Saint-Philibert veut voir clair dans ses futurs champagnes

Avec ses 12 hectares de vignes sur les jolis terroirs de Festigny, la famille Gaudinat, vigneronne depuis au moins neuf générations ne pouvait qu’être tentée de sauter enfin le pas de la manipulation. La qualité de la vendange 2022 a achevé de la convaincre, et ses premières cuvées devraient sortir d’ici trois ans. Pour présenter ses futurs champagnes, elle a choisi une démarche pour le moins originale : un déjeuner composé par le chef Philippe Mille (MOF) et son adjoint Alexis Hennuyer pour créer des accords autour de ses vins clairs !

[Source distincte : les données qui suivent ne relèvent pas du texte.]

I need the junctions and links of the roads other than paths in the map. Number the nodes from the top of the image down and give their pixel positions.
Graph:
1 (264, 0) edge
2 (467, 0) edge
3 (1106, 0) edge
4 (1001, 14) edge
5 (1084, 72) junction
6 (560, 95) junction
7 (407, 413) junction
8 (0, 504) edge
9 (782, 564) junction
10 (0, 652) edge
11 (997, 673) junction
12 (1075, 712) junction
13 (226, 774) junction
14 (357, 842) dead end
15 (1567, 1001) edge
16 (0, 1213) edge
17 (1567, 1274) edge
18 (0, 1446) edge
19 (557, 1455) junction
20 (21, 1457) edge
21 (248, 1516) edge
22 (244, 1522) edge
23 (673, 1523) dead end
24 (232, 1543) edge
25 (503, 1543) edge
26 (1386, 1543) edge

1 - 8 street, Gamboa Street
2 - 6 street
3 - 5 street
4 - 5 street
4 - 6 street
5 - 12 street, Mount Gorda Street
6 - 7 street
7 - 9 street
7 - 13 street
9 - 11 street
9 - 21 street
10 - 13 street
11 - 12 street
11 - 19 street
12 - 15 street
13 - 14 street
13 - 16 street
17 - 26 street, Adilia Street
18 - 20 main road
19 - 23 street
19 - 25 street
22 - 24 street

Ce que l’on aime dans les vins de la vallée de la Marne et en particulier les meuniers, c’est leur générosité. En choisissant le nom de Saint Philibert pour la marque de ses futurs champagnes, Tony Gaudinat, vigneron à Festigny, ne pouvait trouver mieux : « Saint Philibert, c’est un peu l’Abbé Pierre du VIIe siècle. » Fils d’un grand aristocrate de la cour du roi Dagobert, il abandonne à vingt ans une vie de privilèges et de plaisirs pour consacrer sa vie à Dieu et aux pauvres. Le religieux ne fait rien à moitié et commence par vendre tous ses biens au profit de ces derniers. En Champagne, on est habitué aux miracles retentissants. Tout le monde connaît Saint Nicaise, l’évêque de Reims, décapité par les Huns, qui porta lui-même sa tête jusqu’au lieu de son tombeau. Saint Philibert, lui, préférait l’utile au spectaculaire. Dans le village de Festigny, il trempa ses mains dans une source, à la suite de quoi les vêtements qui y étaient lavés, étaient purifiés et protégeaient des maladies. Une qualité rare qui encouragea les villageois à construire de nombreux lavoirs. Festigny en compte sept, sans doute le record de la Marne !

©Romain-Berthiot

Afin de faire un peu de « teasing » sur ses futurs champagnes, Tony Gaudinat a choisi une démarche originale : réaliser un déjeuner d’accords sur ses vins clairs pour présenter les futures cuvées parcellaires, avec la collaboration des équipes du chef Philippe Mille. D’habitude pourtant, la dégustation des vins clairs représente un exercice plutôt technique, davantage qu’une partie de plaisir, raison pour laquelle d’ailleurs on propose rarement aux touristes de passage de s’y essayer, tant l’expérience pour un non initié peut être déconcertante. On y tente par l’analyse de déceler le potentiel des futurs vins, d’imaginer ce qu’ils vont devenir. Mais ils n’ont pour l’heure rien de délectables compte tenu de leur jeunesse qui les rend très mordants. Le caractère spécialement mûr, il est vrai, de la vendange 2022, rendait cet exercice plus facile. L’idée était aussi d’essayer de nouveaux outils que la simple dégustation en laboratoire, pour tourner autour des vins et mieux les comprendre.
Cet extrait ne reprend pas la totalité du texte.